NM: As I share this update from Kabul, much of the US troop withdrawal has already been enacted. More and more Afghans abroad are searching for ways to reunite with their families who remain in Afghanistan. Women inquire about how to obtain visas to go join their husbands, elderly mothers seek to reunite with their children, citizens in the USA or the United Kingdom. Others are seeking the only way out – for the majority, the irregular migration path out of the country.

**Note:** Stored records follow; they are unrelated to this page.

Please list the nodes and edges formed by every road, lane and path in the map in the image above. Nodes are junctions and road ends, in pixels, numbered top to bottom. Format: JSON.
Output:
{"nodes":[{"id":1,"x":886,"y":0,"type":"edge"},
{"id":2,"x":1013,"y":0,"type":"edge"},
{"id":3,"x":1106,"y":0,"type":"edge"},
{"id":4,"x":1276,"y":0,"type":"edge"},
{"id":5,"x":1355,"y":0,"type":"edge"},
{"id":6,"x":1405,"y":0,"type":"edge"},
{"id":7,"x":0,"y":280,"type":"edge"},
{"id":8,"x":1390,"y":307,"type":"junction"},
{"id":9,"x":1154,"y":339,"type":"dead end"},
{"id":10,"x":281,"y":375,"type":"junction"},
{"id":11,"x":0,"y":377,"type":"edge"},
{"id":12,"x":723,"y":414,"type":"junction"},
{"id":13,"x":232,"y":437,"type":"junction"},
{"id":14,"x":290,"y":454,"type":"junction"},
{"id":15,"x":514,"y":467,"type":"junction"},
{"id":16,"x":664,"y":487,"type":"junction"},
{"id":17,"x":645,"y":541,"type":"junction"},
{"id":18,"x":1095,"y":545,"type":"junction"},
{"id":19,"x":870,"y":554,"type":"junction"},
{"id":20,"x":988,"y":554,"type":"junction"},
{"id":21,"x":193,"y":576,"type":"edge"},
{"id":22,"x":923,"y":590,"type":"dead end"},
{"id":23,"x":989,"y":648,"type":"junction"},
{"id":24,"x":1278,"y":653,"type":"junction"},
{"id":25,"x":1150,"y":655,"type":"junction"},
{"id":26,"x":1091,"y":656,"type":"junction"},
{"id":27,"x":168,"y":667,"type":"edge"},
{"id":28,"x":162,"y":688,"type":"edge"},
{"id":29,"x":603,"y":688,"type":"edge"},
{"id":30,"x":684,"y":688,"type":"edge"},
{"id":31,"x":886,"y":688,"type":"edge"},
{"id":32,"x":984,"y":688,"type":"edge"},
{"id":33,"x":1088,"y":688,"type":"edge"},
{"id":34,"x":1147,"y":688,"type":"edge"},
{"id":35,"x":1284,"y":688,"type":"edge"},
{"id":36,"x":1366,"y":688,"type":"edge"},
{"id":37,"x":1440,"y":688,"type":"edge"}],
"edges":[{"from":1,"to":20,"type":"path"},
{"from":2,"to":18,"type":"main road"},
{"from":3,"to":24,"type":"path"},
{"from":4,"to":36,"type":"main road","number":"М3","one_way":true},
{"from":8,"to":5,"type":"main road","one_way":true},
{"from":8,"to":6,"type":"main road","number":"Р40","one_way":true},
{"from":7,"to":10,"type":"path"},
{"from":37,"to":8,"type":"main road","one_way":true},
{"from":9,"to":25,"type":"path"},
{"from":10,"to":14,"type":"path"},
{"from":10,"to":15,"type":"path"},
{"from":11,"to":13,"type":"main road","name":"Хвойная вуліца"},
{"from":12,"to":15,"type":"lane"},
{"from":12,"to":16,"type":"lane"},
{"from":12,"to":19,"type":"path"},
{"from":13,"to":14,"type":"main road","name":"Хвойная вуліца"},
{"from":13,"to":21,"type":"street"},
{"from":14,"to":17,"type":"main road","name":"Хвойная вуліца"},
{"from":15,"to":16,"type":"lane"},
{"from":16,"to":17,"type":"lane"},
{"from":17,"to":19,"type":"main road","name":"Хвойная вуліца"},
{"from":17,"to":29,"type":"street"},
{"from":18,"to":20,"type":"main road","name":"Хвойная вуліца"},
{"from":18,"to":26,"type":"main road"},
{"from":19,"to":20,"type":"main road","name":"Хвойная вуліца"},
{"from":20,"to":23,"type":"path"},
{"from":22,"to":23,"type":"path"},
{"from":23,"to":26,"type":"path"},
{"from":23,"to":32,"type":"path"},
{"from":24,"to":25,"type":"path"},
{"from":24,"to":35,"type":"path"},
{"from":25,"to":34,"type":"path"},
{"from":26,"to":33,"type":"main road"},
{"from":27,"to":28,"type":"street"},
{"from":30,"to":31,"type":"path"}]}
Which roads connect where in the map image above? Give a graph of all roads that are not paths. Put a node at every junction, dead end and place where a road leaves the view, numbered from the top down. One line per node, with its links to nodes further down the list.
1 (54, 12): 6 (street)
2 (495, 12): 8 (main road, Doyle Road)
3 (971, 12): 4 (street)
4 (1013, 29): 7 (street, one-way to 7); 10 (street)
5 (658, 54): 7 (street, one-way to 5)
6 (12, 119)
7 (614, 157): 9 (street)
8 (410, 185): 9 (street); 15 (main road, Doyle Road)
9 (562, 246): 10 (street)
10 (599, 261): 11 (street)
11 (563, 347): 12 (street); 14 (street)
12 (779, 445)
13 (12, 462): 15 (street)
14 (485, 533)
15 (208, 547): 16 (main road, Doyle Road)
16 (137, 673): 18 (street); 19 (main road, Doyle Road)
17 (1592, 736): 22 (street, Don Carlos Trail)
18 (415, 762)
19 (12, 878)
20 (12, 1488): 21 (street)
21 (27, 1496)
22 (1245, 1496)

Inside Afghanistan, internal displacement is mounting. Heavy fighting continues in north-eastern Afghanistan, displacing families within provinces such as Baghlan. In one month, in May, more than 21,000 people were displaced in that province alone. A similar situation is seen in eastern Afghanistan: the UN’s Office for the Coordination of Humanitarian Affairs reports that fighting continues to displace Afghans across Laghman and Nangarhar provinces, as well as Nuristan and Kunar. Internally displaced persons are scattered in cities, inhabiting public buildings such as schools, or staying with host communities in overcrowded shelters. Basic health and nutrition care is required, alongside psychosocial support.
Roads connecting provinces are no longer seen as secure, and illegal checkpoints are mounting, which further limit humanitarian access, so the numbers are most probably an under-estimate. With the end of the pullout, these trends will worsen.